-- Data for the task follows --

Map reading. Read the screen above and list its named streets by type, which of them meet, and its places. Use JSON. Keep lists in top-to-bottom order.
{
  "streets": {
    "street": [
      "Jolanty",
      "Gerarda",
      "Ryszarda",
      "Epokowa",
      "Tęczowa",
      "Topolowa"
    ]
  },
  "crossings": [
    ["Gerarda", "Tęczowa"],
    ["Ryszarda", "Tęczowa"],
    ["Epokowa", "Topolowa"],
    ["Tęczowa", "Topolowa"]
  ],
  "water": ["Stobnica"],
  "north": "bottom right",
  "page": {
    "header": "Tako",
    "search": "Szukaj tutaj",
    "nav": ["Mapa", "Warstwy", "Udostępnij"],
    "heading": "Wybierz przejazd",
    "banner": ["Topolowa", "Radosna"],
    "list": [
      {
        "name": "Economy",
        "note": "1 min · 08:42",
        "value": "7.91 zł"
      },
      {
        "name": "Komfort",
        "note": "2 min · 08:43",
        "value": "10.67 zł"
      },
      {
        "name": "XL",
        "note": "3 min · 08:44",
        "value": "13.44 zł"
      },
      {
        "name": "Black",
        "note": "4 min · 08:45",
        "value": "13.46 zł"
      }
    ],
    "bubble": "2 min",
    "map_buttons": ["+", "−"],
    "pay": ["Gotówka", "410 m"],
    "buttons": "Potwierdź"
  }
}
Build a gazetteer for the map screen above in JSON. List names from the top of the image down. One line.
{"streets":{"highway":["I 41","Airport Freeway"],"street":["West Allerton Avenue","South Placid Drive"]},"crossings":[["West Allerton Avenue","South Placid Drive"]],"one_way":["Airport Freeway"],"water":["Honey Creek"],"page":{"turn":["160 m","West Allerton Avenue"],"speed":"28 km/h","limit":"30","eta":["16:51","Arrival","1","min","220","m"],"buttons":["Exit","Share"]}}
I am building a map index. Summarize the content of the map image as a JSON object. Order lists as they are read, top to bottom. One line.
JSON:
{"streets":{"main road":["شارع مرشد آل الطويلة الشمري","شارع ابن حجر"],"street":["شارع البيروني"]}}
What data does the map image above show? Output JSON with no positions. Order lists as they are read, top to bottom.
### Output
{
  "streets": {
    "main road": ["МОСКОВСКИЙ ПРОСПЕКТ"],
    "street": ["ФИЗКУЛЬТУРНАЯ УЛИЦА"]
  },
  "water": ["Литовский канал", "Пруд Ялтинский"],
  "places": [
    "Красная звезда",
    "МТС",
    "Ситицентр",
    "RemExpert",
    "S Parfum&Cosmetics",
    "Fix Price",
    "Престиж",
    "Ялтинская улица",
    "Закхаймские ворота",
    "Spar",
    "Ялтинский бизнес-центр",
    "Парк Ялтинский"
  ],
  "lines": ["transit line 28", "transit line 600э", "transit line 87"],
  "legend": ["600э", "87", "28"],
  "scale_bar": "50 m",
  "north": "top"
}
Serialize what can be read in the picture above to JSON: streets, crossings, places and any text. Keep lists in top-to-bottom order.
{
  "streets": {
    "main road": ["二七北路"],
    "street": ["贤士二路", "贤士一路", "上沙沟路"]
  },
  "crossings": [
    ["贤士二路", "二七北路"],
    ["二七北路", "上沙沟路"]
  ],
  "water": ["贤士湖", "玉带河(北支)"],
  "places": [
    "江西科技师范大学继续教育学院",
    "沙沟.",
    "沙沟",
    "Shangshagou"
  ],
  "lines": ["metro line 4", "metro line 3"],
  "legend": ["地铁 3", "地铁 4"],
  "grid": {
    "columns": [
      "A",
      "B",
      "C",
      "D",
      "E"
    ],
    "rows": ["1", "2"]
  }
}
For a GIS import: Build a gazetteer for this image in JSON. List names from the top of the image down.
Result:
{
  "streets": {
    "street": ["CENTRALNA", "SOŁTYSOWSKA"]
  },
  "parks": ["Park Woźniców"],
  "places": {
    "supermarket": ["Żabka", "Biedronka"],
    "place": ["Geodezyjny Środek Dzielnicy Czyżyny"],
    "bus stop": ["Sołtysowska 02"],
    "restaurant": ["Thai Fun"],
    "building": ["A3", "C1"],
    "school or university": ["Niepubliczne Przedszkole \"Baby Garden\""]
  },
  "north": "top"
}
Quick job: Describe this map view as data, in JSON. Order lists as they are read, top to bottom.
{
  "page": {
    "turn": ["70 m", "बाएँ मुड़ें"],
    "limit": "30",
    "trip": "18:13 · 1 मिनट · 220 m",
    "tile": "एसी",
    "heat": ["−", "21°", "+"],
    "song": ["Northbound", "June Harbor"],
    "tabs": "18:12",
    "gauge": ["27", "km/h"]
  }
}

-- Data for the task concluded --

▶ _What the exercise asks_
Only the lines from the beginning of the listing through the line containing "What data does" are wanted, each restated word for word.

▶ _Expected answer_
Map reading. Read the screen above and list its named streets by type, which of them meet, and its places. Use JSON. Keep lists in top-to-bottom order.
{
  "streets": {
    "street": [
      "Jolanty",
      "Gerarda",
      "Ryszarda",
      "Epokowa",
      "Tęczowa",
      "Topolowa"
    ]
  },
  "crossings": [
    ["Gerarda", "Tęczowa"],
    ["Ryszarda", "Tęczowa"],
    ["Epokowa", "Topolowa"],
    ["Tęczowa", "Topolowa"]
  ],
  "water": ["Stobnica"],
  "north": "bottom right",
  "page": {
    "header": "Tako",
    "search": "Szukaj tutaj",
    "nav": ["Mapa", "Warstwy", "Udostępnij"],
    "heading": "Wybierz przejazd",
    "banner": ["Topolowa", "Radosna"],
    "list": [
      {
        "name": "Economy",
        "note": "1 min · 08:42",
        "value": "7.91 zł"
      },
      {
        "name": "Komfort",
        "note": "2 min · 08:43",
        "value": "10.67 zł"
      },
      {
        "name": "XL",
        "note": "3 min · 08:44",
        "value": "13.44 zł"
      },
      {
        "name": "Black",
        "note": "4 min · 08:45",
        "value": "13.46 zł"
      }
    ],
    "bubble": "2 min",
    "map_buttons": ["+", "−"],
    "pay": ["Gotówka", "410 m"],
    "buttons": "Potwierdź"
  }
}
Build a gazetteer for the map screen above in JSON. List names from the top of the image down. One line.
{"streets":{"highway":["I 41","Airport Freeway"],"street":["West Allerton Avenue","South Placid Drive"]},"crossings":[["West Allerton Avenue","South Placid Drive"]],"one_way":["Airport Freeway"],"water":["Honey Creek"],"page":{"turn":["160 m","West Allerton Avenue"],"speed":"28 km/h","limit":"30","eta":["16:51","Arrival","1","min","220","m"],"buttons":["Exit","Share"]}}
I am building a map index. Summarize the content of the map image as a JSON object. Order lists as they are read, top to bottom. One line.
JSON:
{"streets":{"main road":["شارع مرشد آل الطويلة الشمري","شارع ابن حجر"],"street":["شارع البيروني"]}}
What data does the map image above show? Output JSON with no positions. Order lists as they are read, top to bottom.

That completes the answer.